### Task to carry out:
Scan the data below. Pull out each line where "Balirejo" occurs.

(Dataset excerpts)

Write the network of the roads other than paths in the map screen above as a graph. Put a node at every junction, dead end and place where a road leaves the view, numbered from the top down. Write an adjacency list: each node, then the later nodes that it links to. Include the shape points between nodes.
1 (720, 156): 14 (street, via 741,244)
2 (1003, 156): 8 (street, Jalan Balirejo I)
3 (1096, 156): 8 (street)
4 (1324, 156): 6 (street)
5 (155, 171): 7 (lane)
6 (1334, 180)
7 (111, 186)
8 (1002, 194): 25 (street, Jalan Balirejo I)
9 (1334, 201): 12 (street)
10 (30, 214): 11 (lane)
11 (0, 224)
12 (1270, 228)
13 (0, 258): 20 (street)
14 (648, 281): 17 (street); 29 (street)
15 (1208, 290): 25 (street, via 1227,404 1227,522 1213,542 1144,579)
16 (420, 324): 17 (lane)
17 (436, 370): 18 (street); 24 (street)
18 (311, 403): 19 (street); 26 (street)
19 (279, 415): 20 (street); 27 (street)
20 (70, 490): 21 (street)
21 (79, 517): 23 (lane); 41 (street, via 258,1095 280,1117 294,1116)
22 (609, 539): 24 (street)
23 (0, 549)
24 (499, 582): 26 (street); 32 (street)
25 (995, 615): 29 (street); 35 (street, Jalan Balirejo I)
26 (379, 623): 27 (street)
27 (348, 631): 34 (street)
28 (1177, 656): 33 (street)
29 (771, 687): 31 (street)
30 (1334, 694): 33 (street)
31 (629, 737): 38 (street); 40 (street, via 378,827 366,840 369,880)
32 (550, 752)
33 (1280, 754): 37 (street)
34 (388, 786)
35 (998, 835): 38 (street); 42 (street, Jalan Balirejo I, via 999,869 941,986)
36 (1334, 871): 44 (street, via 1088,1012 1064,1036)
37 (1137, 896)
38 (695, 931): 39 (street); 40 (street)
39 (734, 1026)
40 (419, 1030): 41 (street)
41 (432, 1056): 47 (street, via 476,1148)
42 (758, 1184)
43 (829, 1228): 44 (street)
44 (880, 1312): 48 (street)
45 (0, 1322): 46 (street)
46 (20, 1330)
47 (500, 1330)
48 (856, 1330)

### Result of the exercise:
2 (1003, 156): 8 (street, Jalan Balirejo I)
8 (1002, 194): 25 (street, Jalan Balirejo I)
25 (995, 615): 29 (street); 35 (street, Jalan Balirejo I)
35 (998, 835): 38 (street); 42 (street, Jalan Balirejo I, via 999,869 941,986)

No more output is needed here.